Small GTPase Rab is a large family of putative membrane trafficking proteins, and each member is thought to regulate a specific type(s) of membrane trafficking. However, little is known about the involvement of Rab protein(s) in secretory granule exocytosis in exocrine cells or the molecular mechanism underlying this process. We show that Rab27B, a closely related isoform of Rab27A that regulates lysosome-related granule exocytosis in cytotoxic T lymphocytes, is abundantly expressed on amylase-containing secretory granules in rat parotid gland acinar cells. We also identify the putative Rab27B effector protein, Slac2-c (Slp homologue lacking C2 domains-c)/MyRIP, which was originally described as a myosin Va/VIIa and actin binding protein, in rat parotid glands.
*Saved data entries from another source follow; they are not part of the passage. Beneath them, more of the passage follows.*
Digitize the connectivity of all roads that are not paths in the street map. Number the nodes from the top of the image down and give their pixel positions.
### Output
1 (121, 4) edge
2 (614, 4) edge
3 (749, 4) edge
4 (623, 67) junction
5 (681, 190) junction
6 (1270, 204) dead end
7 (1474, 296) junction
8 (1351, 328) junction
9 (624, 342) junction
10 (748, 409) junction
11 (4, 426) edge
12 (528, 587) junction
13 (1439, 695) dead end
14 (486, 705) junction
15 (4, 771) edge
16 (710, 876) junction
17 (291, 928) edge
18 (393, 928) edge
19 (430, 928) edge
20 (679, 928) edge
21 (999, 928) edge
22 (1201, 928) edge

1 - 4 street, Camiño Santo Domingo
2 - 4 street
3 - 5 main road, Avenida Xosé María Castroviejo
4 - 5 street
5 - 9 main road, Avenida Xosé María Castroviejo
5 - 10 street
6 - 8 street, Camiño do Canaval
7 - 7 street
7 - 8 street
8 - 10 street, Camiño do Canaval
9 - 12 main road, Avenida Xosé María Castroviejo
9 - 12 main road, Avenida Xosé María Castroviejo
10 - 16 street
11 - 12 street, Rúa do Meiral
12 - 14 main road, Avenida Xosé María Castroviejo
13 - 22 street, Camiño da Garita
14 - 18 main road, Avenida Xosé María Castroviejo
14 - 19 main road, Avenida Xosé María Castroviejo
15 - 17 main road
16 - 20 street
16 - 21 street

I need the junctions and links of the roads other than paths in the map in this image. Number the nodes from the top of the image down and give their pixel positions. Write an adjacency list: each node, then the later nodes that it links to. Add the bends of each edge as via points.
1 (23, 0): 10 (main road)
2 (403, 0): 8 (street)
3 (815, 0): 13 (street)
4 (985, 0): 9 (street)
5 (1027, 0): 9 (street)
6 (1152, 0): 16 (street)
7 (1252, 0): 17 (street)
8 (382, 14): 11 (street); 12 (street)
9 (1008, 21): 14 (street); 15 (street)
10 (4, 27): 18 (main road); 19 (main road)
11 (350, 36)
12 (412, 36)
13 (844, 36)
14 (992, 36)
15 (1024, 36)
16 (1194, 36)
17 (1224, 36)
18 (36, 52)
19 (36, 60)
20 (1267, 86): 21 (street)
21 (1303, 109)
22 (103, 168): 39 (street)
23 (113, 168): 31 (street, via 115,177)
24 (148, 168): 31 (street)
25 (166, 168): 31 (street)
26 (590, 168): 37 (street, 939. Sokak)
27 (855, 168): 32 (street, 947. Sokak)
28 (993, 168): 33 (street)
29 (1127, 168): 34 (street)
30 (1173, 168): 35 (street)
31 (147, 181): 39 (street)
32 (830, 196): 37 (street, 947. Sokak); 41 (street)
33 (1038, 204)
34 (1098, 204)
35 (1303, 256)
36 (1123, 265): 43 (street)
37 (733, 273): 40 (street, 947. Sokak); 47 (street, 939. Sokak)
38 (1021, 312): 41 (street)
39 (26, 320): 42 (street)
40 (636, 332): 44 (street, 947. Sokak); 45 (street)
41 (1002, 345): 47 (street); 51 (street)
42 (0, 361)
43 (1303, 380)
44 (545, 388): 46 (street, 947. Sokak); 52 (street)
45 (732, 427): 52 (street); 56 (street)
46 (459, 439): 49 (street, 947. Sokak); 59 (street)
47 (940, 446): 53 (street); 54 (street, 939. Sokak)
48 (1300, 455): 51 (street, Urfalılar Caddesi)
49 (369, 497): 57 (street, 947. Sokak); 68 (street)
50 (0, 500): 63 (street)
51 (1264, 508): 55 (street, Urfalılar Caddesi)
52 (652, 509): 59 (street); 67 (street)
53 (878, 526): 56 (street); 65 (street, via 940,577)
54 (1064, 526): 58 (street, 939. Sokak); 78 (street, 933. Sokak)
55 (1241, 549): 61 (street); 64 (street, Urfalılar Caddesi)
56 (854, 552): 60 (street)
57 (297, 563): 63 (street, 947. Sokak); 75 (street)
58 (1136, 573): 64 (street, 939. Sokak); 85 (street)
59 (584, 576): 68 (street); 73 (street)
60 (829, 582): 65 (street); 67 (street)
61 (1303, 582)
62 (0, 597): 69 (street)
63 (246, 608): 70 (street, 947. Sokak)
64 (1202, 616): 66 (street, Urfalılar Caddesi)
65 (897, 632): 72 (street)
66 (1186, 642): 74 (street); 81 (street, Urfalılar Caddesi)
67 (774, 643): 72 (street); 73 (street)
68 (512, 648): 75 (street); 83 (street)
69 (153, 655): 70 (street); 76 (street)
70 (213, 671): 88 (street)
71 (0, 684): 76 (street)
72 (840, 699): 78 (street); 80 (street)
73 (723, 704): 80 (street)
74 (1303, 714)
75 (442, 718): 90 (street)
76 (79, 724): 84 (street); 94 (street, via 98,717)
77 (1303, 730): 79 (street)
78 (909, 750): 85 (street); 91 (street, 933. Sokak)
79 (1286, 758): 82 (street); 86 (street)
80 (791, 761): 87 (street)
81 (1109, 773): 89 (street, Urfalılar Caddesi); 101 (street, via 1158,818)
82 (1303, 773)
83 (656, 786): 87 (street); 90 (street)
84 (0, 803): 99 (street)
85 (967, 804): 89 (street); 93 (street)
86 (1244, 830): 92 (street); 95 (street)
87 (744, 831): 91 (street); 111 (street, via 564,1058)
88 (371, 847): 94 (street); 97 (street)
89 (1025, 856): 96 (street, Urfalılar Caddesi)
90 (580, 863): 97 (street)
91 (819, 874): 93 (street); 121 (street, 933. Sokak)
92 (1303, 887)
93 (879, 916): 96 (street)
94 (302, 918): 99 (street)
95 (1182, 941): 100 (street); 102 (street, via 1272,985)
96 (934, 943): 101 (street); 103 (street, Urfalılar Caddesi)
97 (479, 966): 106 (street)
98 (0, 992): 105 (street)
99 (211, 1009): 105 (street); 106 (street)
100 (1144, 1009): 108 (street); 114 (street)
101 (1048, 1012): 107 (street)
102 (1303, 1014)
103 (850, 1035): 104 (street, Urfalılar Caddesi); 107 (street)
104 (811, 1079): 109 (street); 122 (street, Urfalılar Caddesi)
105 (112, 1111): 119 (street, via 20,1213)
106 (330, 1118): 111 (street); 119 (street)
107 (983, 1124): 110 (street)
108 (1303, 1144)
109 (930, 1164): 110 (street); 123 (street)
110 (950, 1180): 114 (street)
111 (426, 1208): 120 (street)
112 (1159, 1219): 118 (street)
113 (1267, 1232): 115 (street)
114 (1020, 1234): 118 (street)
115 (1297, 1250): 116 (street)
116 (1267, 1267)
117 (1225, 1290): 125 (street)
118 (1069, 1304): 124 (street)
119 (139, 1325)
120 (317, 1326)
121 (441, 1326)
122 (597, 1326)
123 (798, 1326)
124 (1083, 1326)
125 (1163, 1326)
The results of subcellular fractionation, immunoprecipitation and immunohistochemical studies indicate that the Rab27B-Slac2-c complex is formed on secretory granules in vivo. The introduction of either a specific Rab27 binding domain (i.e. a recombinant Slp homology domain of Slac2-b that specifically binds Rab27A/B but not other Rabs) or functionally blocking antibodies that specifically disrupt Rab27B-Slac2-c complex in vitro strongly inhibited isoproterenol-stimulated amylase release from streptolysin O-permeabilized parotid acinar cells. Our results indicate that the Rab27B-Slac2-c complex is an important constituent of secretory granule exocytosis in parotid acinar cells.